Your assignment: Copy every record exactly. Nothing may be skipped.

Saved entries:
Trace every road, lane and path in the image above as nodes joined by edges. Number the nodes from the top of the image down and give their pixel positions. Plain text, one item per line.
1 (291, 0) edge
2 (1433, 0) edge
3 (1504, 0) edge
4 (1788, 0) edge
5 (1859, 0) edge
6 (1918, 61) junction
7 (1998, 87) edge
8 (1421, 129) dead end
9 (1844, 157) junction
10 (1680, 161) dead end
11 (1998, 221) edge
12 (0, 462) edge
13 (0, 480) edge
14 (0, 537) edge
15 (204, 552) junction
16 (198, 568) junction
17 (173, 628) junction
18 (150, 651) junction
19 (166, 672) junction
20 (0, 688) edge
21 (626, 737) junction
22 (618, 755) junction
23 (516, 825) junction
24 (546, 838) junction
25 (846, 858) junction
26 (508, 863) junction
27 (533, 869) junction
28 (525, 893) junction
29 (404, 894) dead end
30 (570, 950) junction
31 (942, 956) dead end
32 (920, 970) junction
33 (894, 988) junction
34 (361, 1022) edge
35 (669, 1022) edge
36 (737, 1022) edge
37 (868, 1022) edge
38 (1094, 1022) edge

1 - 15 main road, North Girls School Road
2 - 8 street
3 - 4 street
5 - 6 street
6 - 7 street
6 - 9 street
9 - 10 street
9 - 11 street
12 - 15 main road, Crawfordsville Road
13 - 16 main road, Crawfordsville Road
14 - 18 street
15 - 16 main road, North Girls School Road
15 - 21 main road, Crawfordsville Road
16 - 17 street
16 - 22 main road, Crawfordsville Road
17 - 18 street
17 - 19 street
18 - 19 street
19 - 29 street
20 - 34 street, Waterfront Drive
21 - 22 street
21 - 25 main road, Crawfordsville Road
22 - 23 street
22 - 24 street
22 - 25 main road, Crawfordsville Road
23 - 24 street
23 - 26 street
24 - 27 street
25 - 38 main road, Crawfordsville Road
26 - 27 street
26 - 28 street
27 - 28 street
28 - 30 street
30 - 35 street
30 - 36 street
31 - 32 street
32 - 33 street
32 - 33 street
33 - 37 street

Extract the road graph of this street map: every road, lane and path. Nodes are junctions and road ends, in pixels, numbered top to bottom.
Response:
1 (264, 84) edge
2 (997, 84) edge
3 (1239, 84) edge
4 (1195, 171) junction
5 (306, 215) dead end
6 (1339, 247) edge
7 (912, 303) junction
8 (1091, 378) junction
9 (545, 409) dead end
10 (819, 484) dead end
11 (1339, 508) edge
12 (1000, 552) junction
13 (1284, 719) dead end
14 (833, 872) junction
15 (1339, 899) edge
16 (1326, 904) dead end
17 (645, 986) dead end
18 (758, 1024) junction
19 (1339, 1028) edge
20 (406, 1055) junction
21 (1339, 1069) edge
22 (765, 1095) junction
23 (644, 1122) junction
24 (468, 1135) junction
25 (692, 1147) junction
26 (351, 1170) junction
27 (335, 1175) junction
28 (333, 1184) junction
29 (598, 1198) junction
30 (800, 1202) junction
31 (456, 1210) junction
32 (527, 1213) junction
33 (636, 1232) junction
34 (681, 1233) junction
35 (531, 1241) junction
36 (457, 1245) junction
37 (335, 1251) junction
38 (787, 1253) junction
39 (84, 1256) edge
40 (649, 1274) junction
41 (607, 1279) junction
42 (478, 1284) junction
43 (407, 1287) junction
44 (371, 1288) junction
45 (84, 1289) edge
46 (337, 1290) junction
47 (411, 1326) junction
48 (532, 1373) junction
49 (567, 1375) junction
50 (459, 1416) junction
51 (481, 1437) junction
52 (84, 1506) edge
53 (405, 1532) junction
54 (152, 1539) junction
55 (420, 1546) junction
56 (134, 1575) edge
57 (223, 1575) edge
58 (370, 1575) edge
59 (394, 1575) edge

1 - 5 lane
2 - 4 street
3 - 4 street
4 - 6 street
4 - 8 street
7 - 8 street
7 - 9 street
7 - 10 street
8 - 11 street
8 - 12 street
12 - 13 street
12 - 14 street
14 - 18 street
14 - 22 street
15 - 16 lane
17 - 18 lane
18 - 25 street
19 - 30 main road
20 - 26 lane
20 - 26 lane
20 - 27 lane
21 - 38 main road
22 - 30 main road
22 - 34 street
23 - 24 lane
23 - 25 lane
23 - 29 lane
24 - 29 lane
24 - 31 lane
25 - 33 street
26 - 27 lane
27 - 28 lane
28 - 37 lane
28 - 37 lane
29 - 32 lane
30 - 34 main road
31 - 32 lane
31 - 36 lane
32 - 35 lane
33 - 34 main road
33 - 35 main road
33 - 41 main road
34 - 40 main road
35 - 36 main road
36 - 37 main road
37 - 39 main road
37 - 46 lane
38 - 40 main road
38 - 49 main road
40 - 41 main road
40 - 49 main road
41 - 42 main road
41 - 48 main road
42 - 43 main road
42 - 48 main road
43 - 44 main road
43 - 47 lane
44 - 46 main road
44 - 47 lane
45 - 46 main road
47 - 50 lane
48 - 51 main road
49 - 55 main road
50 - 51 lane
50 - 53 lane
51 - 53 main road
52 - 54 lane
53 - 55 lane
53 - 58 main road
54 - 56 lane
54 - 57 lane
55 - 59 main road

Your response:
Trace every road, lane and path in the image above as nodes joined by edges. Number the nodes from the top of the image down and give their pixel positions. Plain text, one item per line.
1 (291, 0) edge
2 (1433, 0) edge
3 (1504, 0) edge
4 (1788, 0) edge
5 (1859, 0) edge
6 (1918, 61) junction
7 (1998, 87) edge
8 (1421, 129) dead end
9 (1844, 157) junction
10 (1680, 161) dead end
11 (1998, 221) edge
12 (0, 462) edge
13 (0, 480) edge
14 (0, 537) edge
15 (204, 552) junction
16 (198, 568) junction
17 (173, 628) junction
18 (150, 651) junction
19 (166, 672) junction
20 (0, 688) edge
21 (626, 737) junction
22 (618, 755) junction
23 (516, 825) junction
24 (546, 838) junction
25 (846, 858) junction
26 (508, 863) junction
27 (533, 869) junction
28 (525, 893) junction
29 (404, 894) dead end
30 (570, 950) junction
31 (942, 956) dead end
32 (920, 970) junction
33 (894, 988) junction
34 (361, 1022) edge
35 (669, 1022) edge
36 (737, 1022) edge
37 (868, 1022) edge
38 (1094, 1022) edge

1 - 15 main road, North Girls School Road
2 - 8 street
3 - 4 street
5 - 6 street
6 - 7 street
6 - 9 street
9 - 10 street
9 - 11 street
12 - 15 main road, Crawfordsville Road
13 - 16 main road, Crawfordsville Road
14 - 18 street
15 - 16 main road, North Girls School Road
15 - 21 main road, Crawfordsville Road
16 - 17 street
16 - 22 main road, Crawfordsville Road
17 - 18 street
17 - 19 street
18 - 19 street
19 - 29 street
20 - 34 street, Waterfront Drive
21 - 22 street
21 - 25 main road, Crawfordsville Road
22 - 23 street
22 - 24 street
22 - 25 main road, Crawfordsville Road
23 - 24 street
23 - 26 street
24 - 27 street
25 - 38 main road, Crawfordsville Road
26 - 27 street
26 - 28 street
27 - 28 street
28 - 30 street
30 - 35 street
30 - 36 street
31 - 32 street
32 - 33 street
32 - 33 street
33 - 37 street

Extract the road graph of this street map: every road, lane and path. Nodes are junctions and road ends, in pixels, numbered top to bottom.
Response:
1 (264, 84) edge
2 (997, 84) edge
3 (1239, 84) edge
4 (1195, 171) junction
5 (306, 215) dead end
6 (1339, 247) edge
7 (912, 303) junction
8 (1091, 378) junction
9 (545, 409) dead end
10 (819, 484) dead end
11 (1339, 508) edge
12 (1000, 552) junction
13 (1284, 719) dead end
14 (833, 872) junction
15 (1339, 899) edge
16 (1326, 904) dead end
17 (645, 986) dead end
18 (758, 1024) junction
19 (1339, 1028) edge
20 (406, 1055) junction
21 (1339, 1069) edge
22 (765, 1095) junction
23 (644, 1122) junction
24 (468, 1135) junction
25 (692, 1147) junction
26 (351, 1170) junction
27 (335, 1175) junction
28 (333, 1184) junction
29 (598, 1198) junction
30 (800, 1202) junction
31 (456, 1210) junction
32 (527, 1213) junction
33 (636, 1232) junction
34 (681, 1233) junction
35 (531, 1241) junction
36 (457, 1245) junction
37 (335, 1251) junction
38 (787, 1253) junction
39 (84, 1256) edge
40 (649, 1274) junction
41 (607, 1279) junction
42 (478, 1284) junction
43 (407, 1287) junction
44 (371, 1288) junction
45 (84, 1289) edge
46 (337, 1290) junction
47 (411, 1326) junction
48 (532, 1373) junction
49 (567, 1375) junction
50 (459, 1416) junction
51 (481, 1437) junction
52 (84, 1506) edge
53 (405, 1532) junction
54 (152, 1539) junction
55 (420, 1546) junction
56 (134, 1575) edge
57 (223, 1575) edge
58 (370, 1575) edge
59 (394, 1575) edge

1 - 5 lane
2 - 4 street
3 - 4 street
4 - 6 street
4 - 8 street
7 - 8 street
7 - 9 street
7 - 10 street
8 - 11 street
8 - 12 street
12 - 13 street
12 - 14 street
14 - 18 street
14 - 22 street
15 - 16 lane
17 - 18 lane
18 - 25 street
19 - 30 main road
20 - 26 lane
20 - 26 lane
20 - 27 lane
21 - 38 main road
22 - 30 main road
22 - 34 street
23 - 24 lane
23 - 25 lane
23 - 29 lane
24 - 29 lane
24 - 31 lane
25 - 33 street
26 - 27 lane
27 - 28 lane
28 - 37 lane
28 - 37 lane
29 - 32 lane
30 - 34 main road
31 - 32 lane
31 - 36 lane
32 - 35 lane
33 - 34 main road
33 - 35 main road
33 - 41 main road
34 - 40 main road
35 - 36 main road
36 - 37 main road
37 - 39 main road
37 - 46 lane
38 - 40 main road
38 - 49 main road
40 - 41 main road
40 - 49 main road
41 - 42 main road
41 - 48 main road
42 - 43 main road
42 - 48 main road
43 - 44 main road
43 - 47 lane
44 - 46 main road
44 - 47 lane
45 - 46 main road
47 - 50 lane
48 - 51 main road
49 - 55 main road
50 - 51 lane
50 - 53 lane
51 - 53 main road
52 - 54 lane
53 - 55 lane
53 - 58 main road
54 - 56 lane
54 - 57 lane
55 - 59 main road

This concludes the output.